**Work required:**
In the response, each entry below should appear again exactly as given.
═══ Exercise material ═══
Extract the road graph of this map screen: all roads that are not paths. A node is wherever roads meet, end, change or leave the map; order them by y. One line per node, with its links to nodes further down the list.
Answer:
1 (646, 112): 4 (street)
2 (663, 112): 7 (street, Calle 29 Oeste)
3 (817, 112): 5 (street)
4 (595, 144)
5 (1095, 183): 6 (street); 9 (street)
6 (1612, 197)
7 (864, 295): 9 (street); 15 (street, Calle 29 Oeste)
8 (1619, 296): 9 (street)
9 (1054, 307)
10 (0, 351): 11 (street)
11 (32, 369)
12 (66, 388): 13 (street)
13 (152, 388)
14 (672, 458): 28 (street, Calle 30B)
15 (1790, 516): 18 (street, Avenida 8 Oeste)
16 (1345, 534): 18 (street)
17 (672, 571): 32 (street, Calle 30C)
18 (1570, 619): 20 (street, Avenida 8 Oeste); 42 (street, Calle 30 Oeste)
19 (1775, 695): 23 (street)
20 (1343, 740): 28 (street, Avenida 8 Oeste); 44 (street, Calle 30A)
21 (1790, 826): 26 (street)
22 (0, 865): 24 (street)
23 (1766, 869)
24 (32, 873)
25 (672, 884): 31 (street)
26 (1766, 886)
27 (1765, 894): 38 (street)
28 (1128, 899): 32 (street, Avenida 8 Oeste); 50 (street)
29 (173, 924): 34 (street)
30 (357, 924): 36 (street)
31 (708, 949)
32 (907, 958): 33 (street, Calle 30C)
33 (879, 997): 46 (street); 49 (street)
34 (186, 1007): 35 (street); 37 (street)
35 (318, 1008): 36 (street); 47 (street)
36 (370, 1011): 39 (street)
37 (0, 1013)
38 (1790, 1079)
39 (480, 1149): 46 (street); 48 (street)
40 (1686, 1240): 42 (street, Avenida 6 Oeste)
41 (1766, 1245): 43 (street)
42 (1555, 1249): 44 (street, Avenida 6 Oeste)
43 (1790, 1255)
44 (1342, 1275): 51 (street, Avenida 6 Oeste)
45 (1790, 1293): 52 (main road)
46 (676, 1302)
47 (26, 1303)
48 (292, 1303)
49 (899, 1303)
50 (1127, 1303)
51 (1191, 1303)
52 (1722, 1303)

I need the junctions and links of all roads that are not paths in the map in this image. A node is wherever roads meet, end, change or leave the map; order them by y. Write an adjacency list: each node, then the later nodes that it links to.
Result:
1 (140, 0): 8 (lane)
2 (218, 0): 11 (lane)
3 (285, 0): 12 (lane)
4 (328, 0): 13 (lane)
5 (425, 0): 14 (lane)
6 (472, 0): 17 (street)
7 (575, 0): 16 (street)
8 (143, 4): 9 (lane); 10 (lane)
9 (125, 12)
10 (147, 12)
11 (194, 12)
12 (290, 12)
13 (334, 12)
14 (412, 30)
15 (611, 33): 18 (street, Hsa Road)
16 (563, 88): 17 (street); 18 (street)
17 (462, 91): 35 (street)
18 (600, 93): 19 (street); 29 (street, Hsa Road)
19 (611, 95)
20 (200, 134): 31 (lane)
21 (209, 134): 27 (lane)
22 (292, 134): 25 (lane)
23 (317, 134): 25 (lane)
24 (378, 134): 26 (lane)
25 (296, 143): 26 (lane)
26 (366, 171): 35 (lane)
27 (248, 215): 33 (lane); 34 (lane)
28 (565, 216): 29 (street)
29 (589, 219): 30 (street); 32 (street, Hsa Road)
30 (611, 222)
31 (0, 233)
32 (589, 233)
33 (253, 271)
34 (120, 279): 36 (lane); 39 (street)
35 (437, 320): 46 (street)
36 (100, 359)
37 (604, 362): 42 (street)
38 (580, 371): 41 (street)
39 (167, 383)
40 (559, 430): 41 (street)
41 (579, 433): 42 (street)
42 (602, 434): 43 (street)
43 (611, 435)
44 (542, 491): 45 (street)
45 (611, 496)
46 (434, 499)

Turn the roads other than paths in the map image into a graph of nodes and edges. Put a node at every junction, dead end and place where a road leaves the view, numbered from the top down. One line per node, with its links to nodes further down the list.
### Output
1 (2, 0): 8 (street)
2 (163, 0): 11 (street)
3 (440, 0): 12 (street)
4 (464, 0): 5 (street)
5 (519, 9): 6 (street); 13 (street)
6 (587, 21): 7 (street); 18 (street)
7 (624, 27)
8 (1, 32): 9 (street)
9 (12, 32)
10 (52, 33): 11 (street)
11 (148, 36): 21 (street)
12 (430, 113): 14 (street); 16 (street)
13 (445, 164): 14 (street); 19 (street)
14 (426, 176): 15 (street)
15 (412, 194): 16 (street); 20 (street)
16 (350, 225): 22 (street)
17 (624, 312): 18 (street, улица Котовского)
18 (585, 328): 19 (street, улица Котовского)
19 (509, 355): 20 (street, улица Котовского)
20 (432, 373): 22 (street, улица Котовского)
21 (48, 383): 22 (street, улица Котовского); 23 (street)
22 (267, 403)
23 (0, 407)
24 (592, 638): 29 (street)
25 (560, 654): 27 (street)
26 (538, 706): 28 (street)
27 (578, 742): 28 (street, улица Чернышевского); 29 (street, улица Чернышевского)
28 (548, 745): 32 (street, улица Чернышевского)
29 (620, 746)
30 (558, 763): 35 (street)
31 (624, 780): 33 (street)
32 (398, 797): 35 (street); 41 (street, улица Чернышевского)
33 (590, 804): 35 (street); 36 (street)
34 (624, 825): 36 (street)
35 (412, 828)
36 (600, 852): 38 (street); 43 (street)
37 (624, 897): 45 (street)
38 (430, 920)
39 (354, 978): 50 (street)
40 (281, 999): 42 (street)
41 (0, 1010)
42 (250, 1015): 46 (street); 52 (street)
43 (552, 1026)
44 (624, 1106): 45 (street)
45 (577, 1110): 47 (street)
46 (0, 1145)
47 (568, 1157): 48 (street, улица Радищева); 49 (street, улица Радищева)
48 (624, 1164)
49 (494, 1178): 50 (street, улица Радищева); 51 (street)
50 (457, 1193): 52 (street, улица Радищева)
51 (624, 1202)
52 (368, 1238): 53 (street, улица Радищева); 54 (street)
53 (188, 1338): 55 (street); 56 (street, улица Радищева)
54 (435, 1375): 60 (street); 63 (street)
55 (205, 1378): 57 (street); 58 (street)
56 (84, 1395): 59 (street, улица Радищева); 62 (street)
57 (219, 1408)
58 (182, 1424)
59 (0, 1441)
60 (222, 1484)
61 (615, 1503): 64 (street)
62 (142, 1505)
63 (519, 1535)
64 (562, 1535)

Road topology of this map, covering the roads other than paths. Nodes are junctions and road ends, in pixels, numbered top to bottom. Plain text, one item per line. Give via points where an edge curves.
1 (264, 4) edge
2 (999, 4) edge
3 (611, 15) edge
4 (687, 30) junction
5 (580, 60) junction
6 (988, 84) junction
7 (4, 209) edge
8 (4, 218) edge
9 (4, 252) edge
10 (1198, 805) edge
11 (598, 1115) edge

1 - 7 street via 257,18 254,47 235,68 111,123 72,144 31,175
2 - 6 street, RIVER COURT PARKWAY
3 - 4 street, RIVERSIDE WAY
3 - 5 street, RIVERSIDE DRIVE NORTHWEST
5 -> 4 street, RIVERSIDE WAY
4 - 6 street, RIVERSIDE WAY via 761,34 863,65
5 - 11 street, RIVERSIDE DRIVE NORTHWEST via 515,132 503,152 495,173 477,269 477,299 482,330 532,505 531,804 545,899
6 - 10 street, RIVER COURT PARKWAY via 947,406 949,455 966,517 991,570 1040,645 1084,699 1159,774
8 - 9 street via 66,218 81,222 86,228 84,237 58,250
═══
**Answer to the problem:**
Extract the road graph of this map screen: all roads that are not paths. A node is wherever roads meet, end, change or leave the map; order them by y. One line per node, with its links to nodes further down the list.
Answer:
1 (646, 112): 4 (street)
2 (663, 112): 7 (street, Calle 29 Oeste)
3 (817, 112): 5 (street)
4 (595, 144)
5 (1095, 183): 6 (street); 9 (street)
6 (1612, 197)
7 (864, 295): 9 (street); 15 (street, Calle 29 Oeste)
8 (1619, 296): 9 (street)
9 (1054, 307)
10 (0, 351): 11 (street)
11 (32, 369)
12 (66, 388): 13 (street)
13 (152, 388)
14 (672, 458): 28 (street, Calle 30B)
15 (1790, 516): 18 (street, Avenida 8 Oeste)
16 (1345, 534): 18 (street)
17 (672, 571): 32 (street, Calle 30C)
18 (1570, 619): 20 (street, Avenida 8 Oeste); 42 (street, Calle 30 Oeste)
19 (1775, 695): 23 (street)
20 (1343, 740): 28 (street, Avenida 8 Oeste); 44 (street, Calle 30A)
21 (1790, 826): 26 (street)
22 (0, 865): 24 (street)
23 (1766, 869)
24 (32, 873)
25 (672, 884): 31 (street)
26 (1766, 886)
27 (1765, 894): 38 (street)
28 (1128, 899): 32 (street, Avenida 8 Oeste); 50 (street)
29 (173, 924): 34 (street)
30 (357, 924): 36 (street)
31 (708, 949)
32 (907, 958): 33 (street, Calle 30C)
33 (879, 997): 46 (street); 49 (street)
34 (186, 1007): 35 (street); 37 (street)
35 (318, 1008): 36 (street); 47 (street)
36 (370, 1011): 39 (street)
37 (0, 1013)
38 (1790, 1079)
39 (480, 1149): 46 (street); 48 (street)
40 (1686, 1240): 42 (street, Avenida 6 Oeste)
41 (1766, 1245): 43 (street)
42 (1555, 1249): 44 (street, Avenida 6 Oeste)
43 (1790, 1255)
44 (1342, 1275): 51 (street, Avenida 6 Oeste)
45 (1790, 1293): 52 (main road)
46 (676, 1302)
47 (26, 1303)
48 (292, 1303)
49 (899, 1303)
50 (1127, 1303)
51 (1191, 1303)
52 (1722, 1303)

I need the junctions and links of all roads that are not paths in the map in this image. A node is wherever roads meet, end, change or leave the map; order them by y. Write an adjacency list: each node, then the later nodes that it links to.
Result:
1 (140, 0): 8 (lane)
2 (218, 0): 11 (lane)
3 (285, 0): 12 (lane)
4 (328, 0): 13 (lane)
5 (425, 0): 14 (lane)
6 (472, 0): 17 (street)
7 (575, 0): 16 (street)
8 (143, 4): 9 (lane); 10 (lane)
9 (125, 12)
10 (147, 12)
11 (194, 12)
12 (290, 12)
13 (334, 12)
14 (412, 30)
15 (611, 33): 18 (street, Hsa Road)
16 (563, 88): 17 (street); 18 (street)
17 (462, 91): 35 (street)
18 (600, 93): 19 (street); 29 (street, Hsa Road)
19 (611, 95)
20 (200, 134): 31 (lane)
21 (209, 134): 27 (lane)
22 (292, 134): 25 (lane)
23 (317, 134): 25 (lane)
24 (378, 134): 26 (lane)
25 (296, 143): 26 (lane)
26 (366, 171): 35 (lane)
27 (248, 215): 33 (lane); 34 (lane)
28 (565, 216): 29 (street)
29 (589, 219): 30 (street); 32 (street, Hsa Road)
30 (611, 222)
31 (0, 233)
32 (589, 233)
33 (253, 271)
34 (120, 279): 36 (lane); 39 (street)
35 (437, 320): 46 (street)
36 (100, 359)
37 (604, 362): 42 (street)
38 (580, 371): 41 (street)
39 (167, 383)
40 (559, 430): 41 (street)
41 (579, 433): 42 (street)
42 (602, 434): 43 (street)
43 (611, 435)
44 (542, 491): 45 (street)
45 (611, 496)
46 (434, 499)

Turn the roads other than paths in the map image into a graph of nodes and edges. Put a node at every junction, dead end and place where a road leaves the view, numbered from the top down. One line per node, with its links to nodes further down the list.
### Output
1 (2, 0): 8 (street)
2 (163, 0): 11 (street)
3 (440, 0): 12 (street)
4 (464, 0): 5 (street)
5 (519, 9): 6 (street); 13 (street)
6 (587, 21): 7 (street); 18 (street)
7 (624, 27)
8 (1, 32): 9 (street)
9 (12, 32)
10 (52, 33): 11 (street)
11 (148, 36): 21 (street)
12 (430, 113): 14 (street); 16 (street)
13 (445, 164): 14 (street); 19 (street)
14 (426, 176): 15 (street)
15 (412, 194): 16 (street); 20 (street)
16 (350, 225): 22 (street)
17 (624, 312): 18 (street, улица Котовского)
18 (585, 328): 19 (street, улица Котовского)
19 (509, 355): 20 (street, улица Котовского)
20 (432, 373): 22 (street, улица Котовского)
21 (48, 383): 22 (street, улица Котовского); 23 (street)
22 (267, 403)
23 (0, 407)
24 (592, 638): 29 (street)
25 (560, 654): 27 (street)
26 (538, 706): 28 (street)
27 (578, 742): 28 (street, улица Чернышевского); 29 (street, улица Чернышевского)
28 (548, 745): 32 (street, улица Чернышевского)
29 (620, 746)
30 (558, 763): 35 (street)
31 (624, 780): 33 (street)
32 (398, 797): 35 (street); 41 (street, улица Чернышевского)
33 (590, 804): 35 (street); 36 (street)
34 (624, 825): 36 (street)
35 (412, 828)
36 (600, 852): 38 (street); 43 (street)
37 (624, 897): 45 (street)
38 (430, 920)
39 (354, 978): 50 (street)
40 (281, 999): 42 (street)
41 (0, 1010)
42 (250, 1015): 46 (street); 52 (street)
43 (552, 1026)
44 (624, 1106): 45 (street)
45 (577, 1110): 47 (street)
46 (0, 1145)
47 (568, 1157): 48 (street, улица Радищева); 49 (street, улица Радищева)
48 (624, 1164)
49 (494, 1178): 50 (street, улица Радищева); 51 (street)
50 (457, 1193): 52 (street, улица Радищева)
51 (624, 1202)
52 (368, 1238): 53 (street, улица Радищева); 54 (street)
53 (188, 1338): 55 (street); 56 (street, улица Радищева)
54 (435, 1375): 60 (street); 63 (street)
55 (205, 1378): 57 (street); 58 (street)
56 (84, 1395): 59 (street, улица Радищева); 62 (street)
57 (219, 1408)
58 (182, 1424)
59 (0, 1441)
60 (222, 1484)
61 (615, 1503): 64 (street)
62 (142, 1505)
63 (519, 1535)
64 (562, 1535)

Road topology of this map, covering the roads other than paths. Nodes are junctions and road ends, in pixels, numbered top to bottom. Plain text, one item per line. Give via points where an edge curves.
1 (264, 4) edge
2 (999, 4) edge
3 (611, 15) edge
4 (687, 30) junction
5 (580, 60) junction
6 (988, 84) junction
7 (4, 209) edge
8 (4, 218) edge
9 (4, 252) edge
10 (1198, 805) edge
11 (598, 1115) edge

1 - 7 street via 257,18 254,47 235,68 111,123 72,144 31,175
2 - 6 street, RIVER COURT PARKWAY
3 - 4 street, RIVERSIDE WAY
3 - 5 street, RIVERSIDE DRIVE NORTHWEST
5 -> 4 street, RIVERSIDE WAY
4 - 6 street, RIVERSIDE WAY via 761,34 863,65
5 - 11 street, RIVERSIDE DRIVE NORTHWEST via 515,132 503,152 495,173 477,269 477,299 482,330 532,505 531,804 545,899
6 - 10 street, RIVER COURT PARKWAY via 947,406 949,455 966,517 991,570 1040,645 1084,699 1159,774
8 - 9 street via 66,218 81,222 86,228 84,237 58,250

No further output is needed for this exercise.